ECOWAS also insisted that President Mohamed Bazoum remained recognized as president of Niger, and called upon member states and the international community to uphold and respect these decision, in an effort to help restore peace and stability in the republic.
Meanwhile, Military leaders in Niger have warned against any armed intervention in the country, as west African leaders meet Sunday in Abuja for an emergency summit to decide on further actions to pressure the army to restore constitutional order after a coup last week.
The heads of state of the 15-member Economic Community of West African States (ECOWAS), and the eight-member West African Economic and Monetary Union are set to meet in Nigeria, where they could suspend Niger from their institutions, cut off the country from the regional central bank and financial market, or close borders.
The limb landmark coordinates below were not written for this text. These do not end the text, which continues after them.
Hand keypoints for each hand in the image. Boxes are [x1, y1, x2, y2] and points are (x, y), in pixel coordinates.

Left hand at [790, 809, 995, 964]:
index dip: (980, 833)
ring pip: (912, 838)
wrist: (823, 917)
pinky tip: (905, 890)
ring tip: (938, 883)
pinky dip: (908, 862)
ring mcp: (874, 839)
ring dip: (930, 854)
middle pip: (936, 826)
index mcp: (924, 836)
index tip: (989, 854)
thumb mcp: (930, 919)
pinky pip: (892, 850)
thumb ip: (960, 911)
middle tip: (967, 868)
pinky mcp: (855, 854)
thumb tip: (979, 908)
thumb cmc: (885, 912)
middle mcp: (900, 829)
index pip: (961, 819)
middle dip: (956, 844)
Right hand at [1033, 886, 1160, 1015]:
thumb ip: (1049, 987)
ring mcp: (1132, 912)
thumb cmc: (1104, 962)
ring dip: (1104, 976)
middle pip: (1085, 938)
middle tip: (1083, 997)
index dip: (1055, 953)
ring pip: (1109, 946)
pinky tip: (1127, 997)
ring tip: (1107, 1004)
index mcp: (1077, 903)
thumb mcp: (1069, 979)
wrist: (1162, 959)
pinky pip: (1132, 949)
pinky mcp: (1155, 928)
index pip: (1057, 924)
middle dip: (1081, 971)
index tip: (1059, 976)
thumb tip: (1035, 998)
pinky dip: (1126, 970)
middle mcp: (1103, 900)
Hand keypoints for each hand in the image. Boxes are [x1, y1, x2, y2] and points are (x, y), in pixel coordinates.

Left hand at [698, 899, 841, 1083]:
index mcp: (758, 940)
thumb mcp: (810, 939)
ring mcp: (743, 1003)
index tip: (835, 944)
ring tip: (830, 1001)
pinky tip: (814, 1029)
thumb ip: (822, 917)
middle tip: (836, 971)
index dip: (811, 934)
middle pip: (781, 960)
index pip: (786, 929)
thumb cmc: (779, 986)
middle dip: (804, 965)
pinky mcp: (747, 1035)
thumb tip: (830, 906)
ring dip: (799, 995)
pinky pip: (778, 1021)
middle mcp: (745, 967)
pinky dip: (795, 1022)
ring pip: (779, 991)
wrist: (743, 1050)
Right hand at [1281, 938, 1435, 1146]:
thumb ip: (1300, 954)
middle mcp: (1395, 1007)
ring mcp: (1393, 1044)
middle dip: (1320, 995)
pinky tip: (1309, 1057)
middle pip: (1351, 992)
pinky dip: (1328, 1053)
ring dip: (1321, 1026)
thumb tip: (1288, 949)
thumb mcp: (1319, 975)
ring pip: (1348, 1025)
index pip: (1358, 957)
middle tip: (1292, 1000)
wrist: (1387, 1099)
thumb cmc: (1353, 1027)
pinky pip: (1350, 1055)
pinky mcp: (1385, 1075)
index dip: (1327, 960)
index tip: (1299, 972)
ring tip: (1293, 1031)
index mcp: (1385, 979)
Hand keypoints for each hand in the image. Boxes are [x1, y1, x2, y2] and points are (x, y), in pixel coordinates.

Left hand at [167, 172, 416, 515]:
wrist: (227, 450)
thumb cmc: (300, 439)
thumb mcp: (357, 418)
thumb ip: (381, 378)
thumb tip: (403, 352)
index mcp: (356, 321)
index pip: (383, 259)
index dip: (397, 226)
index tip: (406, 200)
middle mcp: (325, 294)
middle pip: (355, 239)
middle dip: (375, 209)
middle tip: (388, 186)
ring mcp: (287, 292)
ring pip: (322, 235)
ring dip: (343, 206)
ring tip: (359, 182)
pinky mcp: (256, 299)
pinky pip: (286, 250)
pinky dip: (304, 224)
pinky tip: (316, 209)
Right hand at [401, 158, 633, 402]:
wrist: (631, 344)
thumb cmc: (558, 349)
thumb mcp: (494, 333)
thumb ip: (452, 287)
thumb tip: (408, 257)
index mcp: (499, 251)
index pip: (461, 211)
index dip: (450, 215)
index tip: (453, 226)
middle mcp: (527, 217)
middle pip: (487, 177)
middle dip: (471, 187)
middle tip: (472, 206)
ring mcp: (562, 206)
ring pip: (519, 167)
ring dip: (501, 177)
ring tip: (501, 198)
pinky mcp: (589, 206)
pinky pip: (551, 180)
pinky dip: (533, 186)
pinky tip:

The west African leaders are focused on ways to restore president Mohamed Bazoum who was ousted when Gen Abdourahamane Tchiani was declared the new head of state.
Ahead of Sunday’s summit, coup leaders in Niger warned against any military intervention.
“The objective of the [ECOWAS] meeting is to approve a plan of aggression against Niger through an imminent military intervention in Niamey in collaboration with other African countries that are non-members of ECOWAS, and certain western countries,” junta spokesperson Colonel Amadou Abdramane said in a statement read out on state TV on Saturday night.
“We want to once more remind ECOWAS or any other adventurer, of our firm determination to defend our homeland,” he said.
The junta issued a second statement on Saturday night inviting citizens in the capital take to the streets from 7am local time to protest against ECOWAS and show support for the new military leaders.
The military coup in Niger has been widely condemned by its neighbours and international partners who have refused to recognise the new leaders and have demanded that Bazoum be restored to power.
Bazoum has not been heard from since early Thursday when he was confined within the presidential palace, although the European Union, France and others say they still recognise him as the legitimate president and he has been able to speak to some international leaders.
On Saturday, the European Union and France suspended financial support and cooperation on security with Niger.
Announcing the sanctions, the EU’s foreign policy head, Josep Borrell, said: “The European Union does not recognise and will not recognise the authorities from the putsch in Niger,” adding that Mohamed Bazoum “remains the only legitimate president of Niger” and calling for his immediate release.
After an emergency meeting on Friday, the African Union issued a statement demanding that the military return to their barracks and restore constitutional order within 15 days. It did not say what would happen after that.
The announcement will be a severe blow to Niger, which has been a major recipient of western aid, including from the EU and US, as an ally in the fight against jihadist insurgencies which have been destabilising the wider Sahel region.
Niger’s government has been seen by many in the international community as a bulwark against Islamist militancy in a vast arid region beset by security challenges. French and UN troops were in recent years forced to withdraw from neighbouring Mali, but France still has 1,500 soldiers in Niger. The overthrow of Bazoum could put the future of their deployment in doubt.